> _EXTRACTED DATA_
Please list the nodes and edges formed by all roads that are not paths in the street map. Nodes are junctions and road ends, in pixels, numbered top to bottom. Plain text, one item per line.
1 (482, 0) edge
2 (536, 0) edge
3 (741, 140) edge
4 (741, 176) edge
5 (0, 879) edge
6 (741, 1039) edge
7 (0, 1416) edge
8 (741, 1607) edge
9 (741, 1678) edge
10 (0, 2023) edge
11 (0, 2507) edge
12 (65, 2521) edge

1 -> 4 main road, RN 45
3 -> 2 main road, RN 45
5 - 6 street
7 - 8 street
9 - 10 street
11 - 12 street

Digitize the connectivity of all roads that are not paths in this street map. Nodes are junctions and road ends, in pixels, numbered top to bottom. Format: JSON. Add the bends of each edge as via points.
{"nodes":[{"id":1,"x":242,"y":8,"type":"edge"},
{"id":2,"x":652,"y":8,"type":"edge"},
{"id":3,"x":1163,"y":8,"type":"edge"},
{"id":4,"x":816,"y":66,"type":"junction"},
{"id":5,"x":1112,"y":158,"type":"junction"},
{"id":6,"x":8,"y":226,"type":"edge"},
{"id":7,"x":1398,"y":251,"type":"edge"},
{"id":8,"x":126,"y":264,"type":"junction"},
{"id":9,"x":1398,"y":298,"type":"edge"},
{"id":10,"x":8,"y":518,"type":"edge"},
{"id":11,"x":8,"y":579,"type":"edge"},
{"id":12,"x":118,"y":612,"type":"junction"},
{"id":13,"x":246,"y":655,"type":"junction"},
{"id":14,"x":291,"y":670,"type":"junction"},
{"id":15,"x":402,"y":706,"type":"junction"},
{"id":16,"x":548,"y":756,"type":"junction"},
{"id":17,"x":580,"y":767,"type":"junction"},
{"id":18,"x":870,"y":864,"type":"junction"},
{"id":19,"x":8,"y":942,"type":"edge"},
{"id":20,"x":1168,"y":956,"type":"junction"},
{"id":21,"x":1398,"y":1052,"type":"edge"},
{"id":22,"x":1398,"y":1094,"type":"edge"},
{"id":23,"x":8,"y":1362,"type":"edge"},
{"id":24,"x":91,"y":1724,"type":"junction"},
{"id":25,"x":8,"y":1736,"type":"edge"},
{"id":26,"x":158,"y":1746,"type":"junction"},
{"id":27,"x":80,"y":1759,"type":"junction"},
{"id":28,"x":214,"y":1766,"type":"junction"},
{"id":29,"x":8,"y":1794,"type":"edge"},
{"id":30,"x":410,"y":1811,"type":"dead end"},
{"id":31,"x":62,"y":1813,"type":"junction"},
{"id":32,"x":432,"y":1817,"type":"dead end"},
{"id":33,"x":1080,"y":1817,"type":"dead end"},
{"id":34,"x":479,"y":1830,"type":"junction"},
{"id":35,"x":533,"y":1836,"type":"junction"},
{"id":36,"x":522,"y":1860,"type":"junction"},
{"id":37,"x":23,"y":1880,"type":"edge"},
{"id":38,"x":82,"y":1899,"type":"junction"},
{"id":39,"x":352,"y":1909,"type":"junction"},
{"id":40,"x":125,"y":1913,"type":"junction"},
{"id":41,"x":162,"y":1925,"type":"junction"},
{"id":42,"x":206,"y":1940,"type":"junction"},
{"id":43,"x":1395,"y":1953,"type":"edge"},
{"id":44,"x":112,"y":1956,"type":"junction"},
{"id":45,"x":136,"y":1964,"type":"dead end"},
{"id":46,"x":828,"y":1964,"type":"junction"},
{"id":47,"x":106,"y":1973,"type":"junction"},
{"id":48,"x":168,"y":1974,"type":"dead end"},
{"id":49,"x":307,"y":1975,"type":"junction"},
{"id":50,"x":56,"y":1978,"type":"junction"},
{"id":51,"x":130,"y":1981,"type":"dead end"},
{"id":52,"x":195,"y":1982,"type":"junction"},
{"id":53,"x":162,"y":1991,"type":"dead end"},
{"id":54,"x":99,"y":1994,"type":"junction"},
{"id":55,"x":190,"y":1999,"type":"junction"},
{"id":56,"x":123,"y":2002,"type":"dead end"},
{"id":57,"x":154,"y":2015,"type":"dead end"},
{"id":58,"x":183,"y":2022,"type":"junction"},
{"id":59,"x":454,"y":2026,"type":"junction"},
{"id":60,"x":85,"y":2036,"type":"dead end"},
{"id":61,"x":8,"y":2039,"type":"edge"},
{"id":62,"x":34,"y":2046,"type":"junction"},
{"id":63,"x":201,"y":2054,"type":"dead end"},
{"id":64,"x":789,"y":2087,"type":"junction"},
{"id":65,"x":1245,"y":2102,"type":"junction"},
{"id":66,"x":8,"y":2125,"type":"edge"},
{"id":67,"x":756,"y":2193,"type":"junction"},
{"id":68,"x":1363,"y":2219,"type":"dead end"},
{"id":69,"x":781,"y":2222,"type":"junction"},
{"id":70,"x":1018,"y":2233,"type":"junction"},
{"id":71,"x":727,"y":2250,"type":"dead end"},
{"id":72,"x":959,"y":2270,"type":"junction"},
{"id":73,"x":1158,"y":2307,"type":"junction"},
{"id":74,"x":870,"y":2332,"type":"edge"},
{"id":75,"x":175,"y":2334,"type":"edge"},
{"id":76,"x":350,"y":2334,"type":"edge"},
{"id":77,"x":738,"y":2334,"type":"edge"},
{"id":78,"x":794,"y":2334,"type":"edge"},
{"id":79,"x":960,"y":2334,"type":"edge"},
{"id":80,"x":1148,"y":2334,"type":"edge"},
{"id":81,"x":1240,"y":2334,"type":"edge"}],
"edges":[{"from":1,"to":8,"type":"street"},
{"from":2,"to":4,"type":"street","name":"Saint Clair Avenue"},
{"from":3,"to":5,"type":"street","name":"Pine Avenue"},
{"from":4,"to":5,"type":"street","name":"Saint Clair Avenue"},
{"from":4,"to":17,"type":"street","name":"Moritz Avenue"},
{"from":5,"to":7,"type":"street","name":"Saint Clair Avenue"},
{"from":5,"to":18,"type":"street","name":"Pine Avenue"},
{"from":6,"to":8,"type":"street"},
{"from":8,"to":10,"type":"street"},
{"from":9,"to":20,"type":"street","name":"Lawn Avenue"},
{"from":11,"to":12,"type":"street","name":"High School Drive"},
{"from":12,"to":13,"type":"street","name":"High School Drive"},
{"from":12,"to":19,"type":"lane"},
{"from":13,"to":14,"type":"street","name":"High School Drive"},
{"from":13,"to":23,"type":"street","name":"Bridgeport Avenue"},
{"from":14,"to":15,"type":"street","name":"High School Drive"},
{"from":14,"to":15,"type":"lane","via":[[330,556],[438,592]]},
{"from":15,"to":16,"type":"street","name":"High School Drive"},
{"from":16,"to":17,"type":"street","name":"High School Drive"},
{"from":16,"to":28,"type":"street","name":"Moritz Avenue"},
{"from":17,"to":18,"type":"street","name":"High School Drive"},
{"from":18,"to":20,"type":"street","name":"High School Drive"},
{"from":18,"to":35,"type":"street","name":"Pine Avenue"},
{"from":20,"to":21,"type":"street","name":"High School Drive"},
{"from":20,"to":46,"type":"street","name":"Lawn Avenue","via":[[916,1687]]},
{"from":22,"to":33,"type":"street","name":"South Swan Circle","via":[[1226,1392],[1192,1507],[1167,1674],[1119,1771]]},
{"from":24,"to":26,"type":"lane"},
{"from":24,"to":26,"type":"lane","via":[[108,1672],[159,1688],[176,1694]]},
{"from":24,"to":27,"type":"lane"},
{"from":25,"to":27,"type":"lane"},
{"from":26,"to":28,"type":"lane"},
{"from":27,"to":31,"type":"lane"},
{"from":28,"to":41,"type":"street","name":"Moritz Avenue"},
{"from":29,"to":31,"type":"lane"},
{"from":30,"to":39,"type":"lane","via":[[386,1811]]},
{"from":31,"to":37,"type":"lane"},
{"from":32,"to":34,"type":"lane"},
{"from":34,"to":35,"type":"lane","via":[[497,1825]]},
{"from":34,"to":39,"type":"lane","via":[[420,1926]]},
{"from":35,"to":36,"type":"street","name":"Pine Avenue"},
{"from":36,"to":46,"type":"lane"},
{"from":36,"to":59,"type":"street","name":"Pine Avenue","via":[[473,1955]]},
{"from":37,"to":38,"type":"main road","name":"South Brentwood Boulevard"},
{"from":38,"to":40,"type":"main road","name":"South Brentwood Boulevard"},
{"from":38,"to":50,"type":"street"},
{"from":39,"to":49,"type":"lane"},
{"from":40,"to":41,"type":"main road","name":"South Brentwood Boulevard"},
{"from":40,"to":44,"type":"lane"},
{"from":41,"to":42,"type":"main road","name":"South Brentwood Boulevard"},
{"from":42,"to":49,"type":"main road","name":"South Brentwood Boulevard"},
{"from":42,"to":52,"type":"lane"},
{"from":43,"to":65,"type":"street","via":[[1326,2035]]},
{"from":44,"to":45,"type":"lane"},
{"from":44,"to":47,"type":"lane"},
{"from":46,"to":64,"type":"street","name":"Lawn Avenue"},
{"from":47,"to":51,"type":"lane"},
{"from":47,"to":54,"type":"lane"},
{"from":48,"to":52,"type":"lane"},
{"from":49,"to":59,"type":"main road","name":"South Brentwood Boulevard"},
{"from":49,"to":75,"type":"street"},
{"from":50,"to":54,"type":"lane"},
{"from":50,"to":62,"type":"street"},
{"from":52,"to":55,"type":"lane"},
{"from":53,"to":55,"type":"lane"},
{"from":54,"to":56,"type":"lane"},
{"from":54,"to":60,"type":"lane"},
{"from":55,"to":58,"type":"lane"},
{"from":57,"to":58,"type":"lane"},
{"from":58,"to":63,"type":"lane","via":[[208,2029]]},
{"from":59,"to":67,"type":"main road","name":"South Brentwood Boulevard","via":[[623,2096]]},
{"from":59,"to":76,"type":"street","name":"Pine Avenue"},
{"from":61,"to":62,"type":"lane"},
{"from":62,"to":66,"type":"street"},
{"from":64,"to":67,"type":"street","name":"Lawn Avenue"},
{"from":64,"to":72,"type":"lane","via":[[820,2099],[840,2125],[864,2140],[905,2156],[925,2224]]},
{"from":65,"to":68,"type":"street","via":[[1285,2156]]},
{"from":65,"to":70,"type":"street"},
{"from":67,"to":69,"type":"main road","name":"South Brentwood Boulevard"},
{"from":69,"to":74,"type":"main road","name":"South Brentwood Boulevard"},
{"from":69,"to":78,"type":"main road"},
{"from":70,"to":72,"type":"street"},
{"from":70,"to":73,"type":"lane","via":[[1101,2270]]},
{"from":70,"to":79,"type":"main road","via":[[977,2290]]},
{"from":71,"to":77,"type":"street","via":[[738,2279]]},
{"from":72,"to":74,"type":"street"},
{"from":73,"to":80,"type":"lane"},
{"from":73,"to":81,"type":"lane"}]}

> _YOUR OBJECTIVE_
Wherever a line in the listing contains the word "Drive", copy that line out.

> _SOLUTION BELOW_
{"from":11,"to":12,"type":"street","name":"High School Drive"},
{"from":12,"to":13,"type":"street","name":"High School Drive"},
{"from":13,"to":14,"type":"street","name":"High School Drive"},
{"from":14,"to":15,"type":"street","name":"High School Drive"},
{"from":15,"to":16,"type":"street","name":"High School Drive"},
{"from":16,"to":17,"type":"street","name":"High School Drive"},
{"from":17,"to":18,"type":"street","name":"High School Drive"},
{"from":18,"to":20,"type":"street","name":"High School Drive"},
{"from":20,"to":21,"type":"street","name":"High School Drive"},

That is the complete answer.